Stored dataset items:
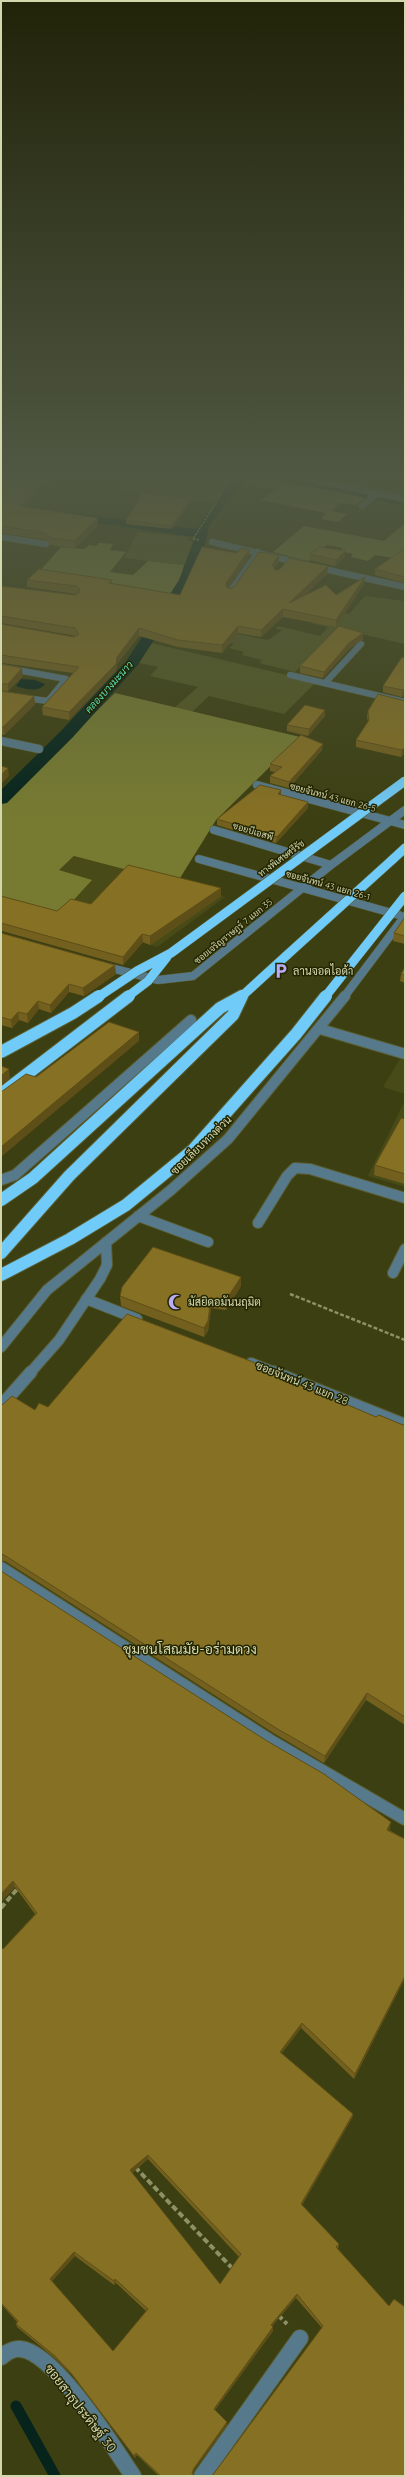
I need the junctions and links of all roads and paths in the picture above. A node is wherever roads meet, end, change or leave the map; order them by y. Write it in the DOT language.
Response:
graph roads {
  1 [pos="362,644"];
  2 [pos="1,667"];
  3 [pos="290,675"];
  4 [pos="325,683"];
  5 [pos="1,695"];
  6 [pos="405,702"];
  7 [pos="1,741"];
  8 [pos="39,749"];
  9 [pos="405,781"];
  10 [pos="257,786"];
  11 [pos="405,810"];
  12 [pos="391,822"];
  13 [pos="405,825"];
  14 [pos="214,830"];
  15 [pos="405,848"];
  16 [pos="199,859"];
  17 [pos="331,865"];
  18 [pos="302,888"];
  19 [pos="405,896"];
  20 [pos="405,916"];
  21 [pos="171,953"];
  22 [pos="91,962"];
  23 [pos="242,996"];
  24 [pos="191,1020"];
  25 [pos="320,1029"];
  26 [pos="1,1052"];
  27 [pos="405,1054"];
  28 [pos="1,1094"];
  29 [pos="1,1180"];
  30 [pos="405,1198"];
  31 [pos="1,1200"];
  32 [pos="138,1216"];
  33 [pos="258,1223"];
  34 [pos="106,1242"];
  35 [pos="208,1242"];
  36 [pos="405,1250"];
  37 [pos="1,1253"];
  38 [pos="394,1273"];
  39 [pos="1,1275"];
  40 [pos="290,1294"];
  41 [pos="86,1300"];
  42 [pos="144,1322"];
  43 [pos="405,1340"];
  44 [pos="1,1347"];
  45 [pos="244,1360"];
  46 [pos="1,1406"];
  47 [pos="405,1425"];
  48 [pos="1,1568"];
  49 [pos="405,1819"];
  50 [pos="21,1885"];
  51 [pos="1,1908"];
  52 [pos="128,2160"];
  53 [pos="239,2275"];
  54 [pos="272,2309"];
  55 [pos="300,2338"];
  56 [pos="1,2357"];
  57 [pos="133,2476"];
  58 [pos="202,2476"];
  1 -- 4 [label="street"];
  2 -- 5 [label="street"];
  3 -- 4 [label="street"];
  4 -- 6 [label="street"];
  7 -- 8 [label="street"];
  9 -- 21 [label="highway, ทางพิเศษศรีรัช, bridge"];
  10 -- 12 [label="street, ซอยจันทน์ 43 แยก 26-5"];
  11 -- 12 [label="street, ซอยเจริญราษฎร์ 7 แยก 35"];
  12 -- 13 [label="street, ซอยจันทน์ 43 แยก 26-5"];
  12 -- 17 [label="street, ซอยเจริญราษฎร์ 7 แยก 35"];
  14 -- 17 [label="street, ซอยบีเอสพี"];
  15 -- 23 [label="highway, bridge"];
  16 -- 18 [label="street, ซอยจันทน์ 43 แยก 26-1"];
  17 -- 18 [label="street, ซอยเจริญราษฎร์ 7 แยก 35"];
  18 -- 20 [label="street, ซอยจันทน์ 43 แยก 26-1"];
  18 -- 22 [label="street, ซอยเจริญราษฎร์ 7 แยก 35"];
  19 -- 39 [label="highway, bridge"];
  20 -- 25 [label="street, ซอยเลียบทางด่วน"];
  21 -- 26 [label="highway, bridge"];
  21 -- 28 [label="highway, bridge"];
  23 -- 31 [label="highway"];
  23 -- 37 [label="highway"];
  24 -- 29 [label="street"];
  25 -- 27 [label="street"];
  25 -- 32 [label="street, ซอยเลียบทางด่วน"];
  30 -- 33 [label="street"];
  32 -- 34 [label="street, ซอยเลียบทางด่วน"];
  32 -- 35 [label="street"];
  34 -- 41 [label="street"];
  34 -- 44 [label="street, ซอยเลียบทางด่วน"];
  36 -- 38 [label="street"];
  40 -- 43 [label="path"];
  41 -- 42 [label="street"];
  41 -- 46 [label="street"];
  45 -- 47 [label="street, ซอยจันทน์ 43 แยก 28"];
  48 -- 49 [label="street"];
  50 -- 51 [label="path"];
  52 -- 53 [label="path"];
  54 -- 55 [label="path"];
  55 -- 58 [label="street"];
  56 -- 57 [label="street, ซอยสาธุประดิษฐ์ 30"];
}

- Work request
Exclude the pictures, then retype every record exactly.

- Expected answer
I need the junctions and links of all roads and paths in the picture above. A node is wherever roads meet, end, change or leave the map; order them by y. Write it in the DOT language.
Response:
graph roads {
  1 [pos="362,644"];
  2 [pos="1,667"];
  3 [pos="290,675"];
  4 [pos="325,683"];
  5 [pos="1,695"];
  6 [pos="405,702"];
  7 [pos="1,741"];
  8 [pos="39,749"];
  9 [pos="405,781"];
  10 [pos="257,786"];
  11 [pos="405,810"];
  12 [pos="391,822"];
  13 [pos="405,825"];
  14 [pos="214,830"];
  15 [pos="405,848"];
  16 [pos="199,859"];
  17 [pos="331,865"];
  18 [pos="302,888"];
  19 [pos="405,896"];
  20 [pos="405,916"];
  21 [pos="171,953"];
  22 [pos="91,962"];
  23 [pos="242,996"];
  24 [pos="191,1020"];
  25 [pos="320,1029"];
  26 [pos="1,1052"];
  27 [pos="405,1054"];
  28 [pos="1,1094"];
  29 [pos="1,1180"];
  30 [pos="405,1198"];
  31 [pos="1,1200"];
  32 [pos="138,1216"];
  33 [pos="258,1223"];
  34 [pos="106,1242"];
  35 [pos="208,1242"];
  36 [pos="405,1250"];
  37 [pos="1,1253"];
  38 [pos="394,1273"];
  39 [pos="1,1275"];
  40 [pos="290,1294"];
  41 [pos="86,1300"];
  42 [pos="144,1322"];
  43 [pos="405,1340"];
  44 [pos="1,1347"];
  45 [pos="244,1360"];
  46 [pos="1,1406"];
  47 [pos="405,1425"];
  48 [pos="1,1568"];
  49 [pos="405,1819"];
  50 [pos="21,1885"];
  51 [pos="1,1908"];
  52 [pos="128,2160"];
  53 [pos="239,2275"];
  54 [pos="272,2309"];
  55 [pos="300,2338"];
  56 [pos="1,2357"];
  57 [pos="133,2476"];
  58 [pos="202,2476"];
  1 -- 4 [label="street"];
  2 -- 5 [label="street"];
  3 -- 4 [label="street"];
  4 -- 6 [label="street"];
  7 -- 8 [label="street"];
  9 -- 21 [label="highway, ทางพิเศษศรีรัช, bridge"];
  10 -- 12 [label="street, ซอยจันทน์ 43 แยก 26-5"];
  11 -- 12 [label="street, ซอยเจริญราษฎร์ 7 แยก 35"];
  12 -- 13 [label="street, ซอยจันทน์ 43 แยก 26-5"];
  12 -- 17 [label="street, ซอยเจริญราษฎร์ 7 แยก 35"];
  14 -- 17 [label="street, ซอยบีเอสพี"];
  15 -- 23 [label="highway, bridge"];
  16 -- 18 [label="street, ซอยจันทน์ 43 แยก 26-1"];
  17 -- 18 [label="street, ซอยเจริญราษฎร์ 7 แยก 35"];
  18 -- 20 [label="street, ซอยจันทน์ 43 แยก 26-1"];
  18 -- 22 [label="street, ซอยเจริญราษฎร์ 7 แยก 35"];
  19 -- 39 [label="highway, bridge"];
  20 -- 25 [label="street, ซอยเลียบทางด่วน"];
  21 -- 26 [label="highway, bridge"];
  21 -- 28 [label="highway, bridge"];
  23 -- 31 [label="highway"];
  23 -- 37 [label="highway"];
  24 -- 29 [label="street"];
  25 -- 27 [label="street"];
  25 -- 32 [label="street, ซอยเลียบทางด่วน"];
  30 -- 33 [label="street"];
  32 -- 34 [label="street, ซอยเลียบทางด่วน"];
  32 -- 35 [label="street"];
  34 -- 41 [label="street"];
  34 -- 44 [label="street, ซอยเลียบทางด่วน"];
  36 -- 38 [label="street"];
  40 -- 43 [label="path"];
  41 -- 42 [label="street"];
  41 -- 46 [label="street"];
  45 -- 47 [label="street, ซอยจันทน์ 43 แยก 28"];
  48 -- 49 [label="street"];
  50 -- 51 [label="path"];
  52 -- 53 [label="path"];
  54 -- 55 [label="path"];
  55 -- 58 [label="street"];
  56 -- 57 [label="street, ซอยสาธุประดิษฐ์ 30"];
}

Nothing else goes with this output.